Start of Block
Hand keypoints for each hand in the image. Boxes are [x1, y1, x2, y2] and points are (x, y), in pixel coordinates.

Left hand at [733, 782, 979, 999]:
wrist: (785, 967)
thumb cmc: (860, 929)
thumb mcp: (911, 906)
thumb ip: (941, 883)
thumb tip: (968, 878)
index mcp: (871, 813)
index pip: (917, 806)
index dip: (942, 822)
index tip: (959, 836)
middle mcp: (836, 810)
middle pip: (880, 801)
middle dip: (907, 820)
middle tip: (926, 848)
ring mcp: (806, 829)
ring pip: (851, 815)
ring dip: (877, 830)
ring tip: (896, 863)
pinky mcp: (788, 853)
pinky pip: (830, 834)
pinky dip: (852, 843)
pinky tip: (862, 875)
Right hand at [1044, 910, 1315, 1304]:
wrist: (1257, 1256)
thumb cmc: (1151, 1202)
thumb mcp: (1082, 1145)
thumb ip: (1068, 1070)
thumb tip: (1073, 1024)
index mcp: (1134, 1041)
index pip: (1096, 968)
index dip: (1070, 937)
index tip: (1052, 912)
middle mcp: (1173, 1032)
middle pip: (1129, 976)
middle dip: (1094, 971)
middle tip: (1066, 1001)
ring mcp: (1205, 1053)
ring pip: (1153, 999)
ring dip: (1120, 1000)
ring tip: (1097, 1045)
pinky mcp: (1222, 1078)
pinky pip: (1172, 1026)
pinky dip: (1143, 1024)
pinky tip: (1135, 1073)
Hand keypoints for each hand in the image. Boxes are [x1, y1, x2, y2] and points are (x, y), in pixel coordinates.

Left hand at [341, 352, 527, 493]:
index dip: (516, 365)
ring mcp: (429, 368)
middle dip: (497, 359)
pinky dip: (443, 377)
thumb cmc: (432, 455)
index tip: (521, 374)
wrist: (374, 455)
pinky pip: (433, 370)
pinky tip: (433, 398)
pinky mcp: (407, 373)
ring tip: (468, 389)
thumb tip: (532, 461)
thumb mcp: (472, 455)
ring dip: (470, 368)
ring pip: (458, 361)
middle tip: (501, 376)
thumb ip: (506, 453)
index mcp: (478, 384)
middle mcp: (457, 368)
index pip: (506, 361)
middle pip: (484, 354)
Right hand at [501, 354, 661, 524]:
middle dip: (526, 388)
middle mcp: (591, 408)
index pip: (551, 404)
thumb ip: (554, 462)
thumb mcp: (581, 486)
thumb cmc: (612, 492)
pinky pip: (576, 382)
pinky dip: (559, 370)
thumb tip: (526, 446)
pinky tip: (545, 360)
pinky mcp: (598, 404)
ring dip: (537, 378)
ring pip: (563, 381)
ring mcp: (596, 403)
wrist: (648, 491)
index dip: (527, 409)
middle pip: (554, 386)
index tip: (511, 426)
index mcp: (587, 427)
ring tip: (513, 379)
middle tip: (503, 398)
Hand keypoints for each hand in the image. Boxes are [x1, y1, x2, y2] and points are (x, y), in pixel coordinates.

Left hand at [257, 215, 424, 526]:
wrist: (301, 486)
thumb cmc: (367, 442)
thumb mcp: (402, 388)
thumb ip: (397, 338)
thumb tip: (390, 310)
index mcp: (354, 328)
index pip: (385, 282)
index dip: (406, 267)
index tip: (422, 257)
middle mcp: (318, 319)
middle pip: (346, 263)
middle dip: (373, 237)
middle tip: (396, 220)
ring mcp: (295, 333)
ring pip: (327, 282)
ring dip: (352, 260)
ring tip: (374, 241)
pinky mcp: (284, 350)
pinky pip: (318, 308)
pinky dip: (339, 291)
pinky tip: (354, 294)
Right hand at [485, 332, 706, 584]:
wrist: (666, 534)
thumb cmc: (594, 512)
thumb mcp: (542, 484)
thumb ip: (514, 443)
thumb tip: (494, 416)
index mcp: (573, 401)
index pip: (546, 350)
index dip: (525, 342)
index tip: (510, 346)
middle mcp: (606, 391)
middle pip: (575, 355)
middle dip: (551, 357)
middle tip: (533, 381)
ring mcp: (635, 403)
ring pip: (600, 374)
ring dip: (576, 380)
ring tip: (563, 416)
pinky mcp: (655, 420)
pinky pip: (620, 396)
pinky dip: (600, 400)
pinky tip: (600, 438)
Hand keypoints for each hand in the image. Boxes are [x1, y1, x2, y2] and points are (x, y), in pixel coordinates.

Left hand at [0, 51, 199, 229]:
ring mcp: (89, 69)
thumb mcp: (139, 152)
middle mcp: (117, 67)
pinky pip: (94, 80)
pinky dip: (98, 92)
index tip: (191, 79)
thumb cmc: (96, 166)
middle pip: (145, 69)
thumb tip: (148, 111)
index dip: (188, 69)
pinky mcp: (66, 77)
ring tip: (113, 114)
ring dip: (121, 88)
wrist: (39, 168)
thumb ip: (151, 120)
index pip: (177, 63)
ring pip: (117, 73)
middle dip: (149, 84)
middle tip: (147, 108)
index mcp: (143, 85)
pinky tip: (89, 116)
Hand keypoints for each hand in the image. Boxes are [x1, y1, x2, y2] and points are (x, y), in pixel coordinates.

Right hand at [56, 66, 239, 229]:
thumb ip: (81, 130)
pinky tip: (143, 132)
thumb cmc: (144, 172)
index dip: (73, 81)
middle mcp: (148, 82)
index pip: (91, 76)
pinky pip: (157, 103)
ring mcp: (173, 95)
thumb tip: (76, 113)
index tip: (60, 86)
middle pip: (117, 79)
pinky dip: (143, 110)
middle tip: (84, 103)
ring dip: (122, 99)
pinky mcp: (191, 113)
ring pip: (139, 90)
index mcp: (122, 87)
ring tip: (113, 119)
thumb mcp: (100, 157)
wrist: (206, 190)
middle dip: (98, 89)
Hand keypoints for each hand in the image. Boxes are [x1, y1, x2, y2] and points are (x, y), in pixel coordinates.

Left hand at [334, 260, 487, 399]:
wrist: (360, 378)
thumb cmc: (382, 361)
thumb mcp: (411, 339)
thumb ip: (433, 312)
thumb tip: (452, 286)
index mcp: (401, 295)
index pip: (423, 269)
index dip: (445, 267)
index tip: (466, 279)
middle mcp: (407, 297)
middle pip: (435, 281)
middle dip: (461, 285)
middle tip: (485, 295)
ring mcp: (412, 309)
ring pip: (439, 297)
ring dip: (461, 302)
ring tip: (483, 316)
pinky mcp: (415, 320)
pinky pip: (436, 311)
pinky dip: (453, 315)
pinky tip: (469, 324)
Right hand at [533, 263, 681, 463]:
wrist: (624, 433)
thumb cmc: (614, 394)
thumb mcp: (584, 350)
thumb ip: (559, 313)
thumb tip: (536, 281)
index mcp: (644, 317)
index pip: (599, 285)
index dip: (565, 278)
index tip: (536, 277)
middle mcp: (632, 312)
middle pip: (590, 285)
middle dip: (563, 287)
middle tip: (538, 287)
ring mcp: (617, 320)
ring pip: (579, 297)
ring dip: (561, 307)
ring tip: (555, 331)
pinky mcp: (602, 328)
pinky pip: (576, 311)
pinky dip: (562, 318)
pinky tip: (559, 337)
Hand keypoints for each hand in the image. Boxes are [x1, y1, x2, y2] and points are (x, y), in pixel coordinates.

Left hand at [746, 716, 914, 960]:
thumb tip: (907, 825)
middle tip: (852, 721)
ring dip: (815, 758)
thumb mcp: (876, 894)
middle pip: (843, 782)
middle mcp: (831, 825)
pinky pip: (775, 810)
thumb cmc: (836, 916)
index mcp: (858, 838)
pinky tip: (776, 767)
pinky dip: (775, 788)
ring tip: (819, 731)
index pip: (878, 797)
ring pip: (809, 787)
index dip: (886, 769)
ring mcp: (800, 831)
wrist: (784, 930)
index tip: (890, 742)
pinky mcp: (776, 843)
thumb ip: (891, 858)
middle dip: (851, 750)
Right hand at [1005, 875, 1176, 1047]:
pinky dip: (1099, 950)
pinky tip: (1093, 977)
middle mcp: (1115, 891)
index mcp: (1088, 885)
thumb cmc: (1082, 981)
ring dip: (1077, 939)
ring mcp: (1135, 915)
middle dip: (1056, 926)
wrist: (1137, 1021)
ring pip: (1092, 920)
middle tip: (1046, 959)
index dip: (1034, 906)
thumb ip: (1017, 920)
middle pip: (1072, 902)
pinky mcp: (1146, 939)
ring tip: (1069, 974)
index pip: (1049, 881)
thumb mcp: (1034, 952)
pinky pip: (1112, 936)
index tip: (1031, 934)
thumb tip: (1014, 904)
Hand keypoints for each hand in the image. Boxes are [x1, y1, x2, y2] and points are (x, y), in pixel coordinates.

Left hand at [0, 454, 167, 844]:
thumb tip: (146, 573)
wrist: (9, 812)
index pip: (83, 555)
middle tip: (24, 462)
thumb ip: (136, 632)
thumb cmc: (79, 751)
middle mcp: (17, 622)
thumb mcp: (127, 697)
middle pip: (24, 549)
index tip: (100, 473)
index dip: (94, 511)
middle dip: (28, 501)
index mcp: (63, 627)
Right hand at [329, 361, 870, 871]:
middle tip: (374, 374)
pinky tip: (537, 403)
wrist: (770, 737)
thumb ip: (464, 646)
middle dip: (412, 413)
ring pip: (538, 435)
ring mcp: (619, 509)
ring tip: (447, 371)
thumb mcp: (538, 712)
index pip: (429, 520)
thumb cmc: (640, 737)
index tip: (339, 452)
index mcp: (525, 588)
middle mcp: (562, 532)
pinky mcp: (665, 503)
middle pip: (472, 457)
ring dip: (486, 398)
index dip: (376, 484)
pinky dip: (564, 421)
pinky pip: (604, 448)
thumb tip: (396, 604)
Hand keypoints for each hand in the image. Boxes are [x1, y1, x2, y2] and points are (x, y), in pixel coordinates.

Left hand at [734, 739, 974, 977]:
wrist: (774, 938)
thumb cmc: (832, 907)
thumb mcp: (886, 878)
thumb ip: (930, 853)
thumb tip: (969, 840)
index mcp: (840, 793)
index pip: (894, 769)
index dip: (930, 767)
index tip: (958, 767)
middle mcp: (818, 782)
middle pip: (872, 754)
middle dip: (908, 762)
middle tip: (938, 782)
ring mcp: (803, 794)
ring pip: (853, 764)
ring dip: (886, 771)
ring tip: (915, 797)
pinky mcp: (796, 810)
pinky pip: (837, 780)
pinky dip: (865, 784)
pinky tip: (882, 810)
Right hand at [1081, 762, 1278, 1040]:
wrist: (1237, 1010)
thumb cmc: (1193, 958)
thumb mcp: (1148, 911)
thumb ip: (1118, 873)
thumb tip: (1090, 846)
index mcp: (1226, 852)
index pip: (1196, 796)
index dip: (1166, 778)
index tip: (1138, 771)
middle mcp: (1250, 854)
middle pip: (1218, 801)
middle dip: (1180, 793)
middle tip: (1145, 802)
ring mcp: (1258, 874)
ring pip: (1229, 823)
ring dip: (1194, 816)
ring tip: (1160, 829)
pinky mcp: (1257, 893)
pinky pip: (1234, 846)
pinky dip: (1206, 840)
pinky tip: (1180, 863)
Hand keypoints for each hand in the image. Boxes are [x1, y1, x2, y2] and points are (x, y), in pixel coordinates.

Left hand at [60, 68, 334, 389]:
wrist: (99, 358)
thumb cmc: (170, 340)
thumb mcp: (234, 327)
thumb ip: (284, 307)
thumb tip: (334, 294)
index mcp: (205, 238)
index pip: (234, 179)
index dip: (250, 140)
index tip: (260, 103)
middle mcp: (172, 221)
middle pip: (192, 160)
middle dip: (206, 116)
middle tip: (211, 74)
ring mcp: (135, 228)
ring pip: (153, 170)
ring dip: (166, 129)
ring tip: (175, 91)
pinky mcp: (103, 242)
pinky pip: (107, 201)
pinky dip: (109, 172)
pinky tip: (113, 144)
End of Block
Your instructions:
Please transcribe only the lines in the records above running from the line that has "index tip: (466, 279)" through the line that has "wrist: (1137, 1021)", both included, exactly as they appear.

Written response:
index tip: (466, 279)
middle mcp: (407, 297)
middle pip: (435, 281)
middle dip: (461, 285)
middle tip: (485, 295)
ring mcp: (412, 309)
ring pip: (439, 297)
ring dip: (461, 302)
ring tip: (483, 316)
pinky mcp: (415, 320)
pinky pip: (436, 311)
pinky dip: (453, 315)
pinky tip: (469, 324)
Right hand at [533, 263, 681, 463]:
wrist: (624, 433)
thumb cmc: (614, 394)
thumb mcp: (584, 350)
thumb ip: (559, 313)
thumb tip: (536, 281)
index mcp: (644, 317)
index pip: (599, 285)
index dip: (565, 278)
index tip: (536, 277)
middle mcp: (632, 312)
middle pip: (590, 285)
middle dip: (563, 287)
middle tip: (538, 287)
ring mcp: (617, 320)
ring pip: (579, 297)
ring dip: (561, 307)
ring tip: (555, 331)
pinky mcp: (602, 328)
pinky pip: (576, 311)
pinky dip: (562, 318)
pinky tip: (559, 337)
Hand keypoints for each hand in the image. Boxes are [x1, y1, x2, y2] and points are (x, y), in pixel coordinates.

Left hand at [746, 716, 914, 960]:
thumb tip: (907, 825)
middle tip: (852, 721)
ring dip: (815, 758)
thumb mcp: (876, 894)
middle pip: (843, 782)
middle mcp: (831, 825)
pinky pip: (775, 810)
thumb cmc: (836, 916)
index mcp: (858, 838)
pinky tip: (776, 767)
pinky dip: (775, 788)
ring tip: (819, 731)
index pip: (878, 797)
ring pip: (809, 787)
index dip: (886, 769)
ring mcp: (800, 831)
wrist: (784, 930)
index tip: (890, 742)
pinky mcp: (776, 843)
thumb ip: (891, 858)
middle dip: (851, 750)
Right hand at [1005, 875, 1176, 1047]:
pinky dip: (1099, 950)
pinky tip: (1093, 977)
middle mcp: (1115, 891)
index mcp: (1088, 885)
thumb cmc: (1082, 981)
ring dip: (1077, 939)
ring mcp: (1135, 915)
middle dip: (1056, 926)
wrist: (1137, 1021)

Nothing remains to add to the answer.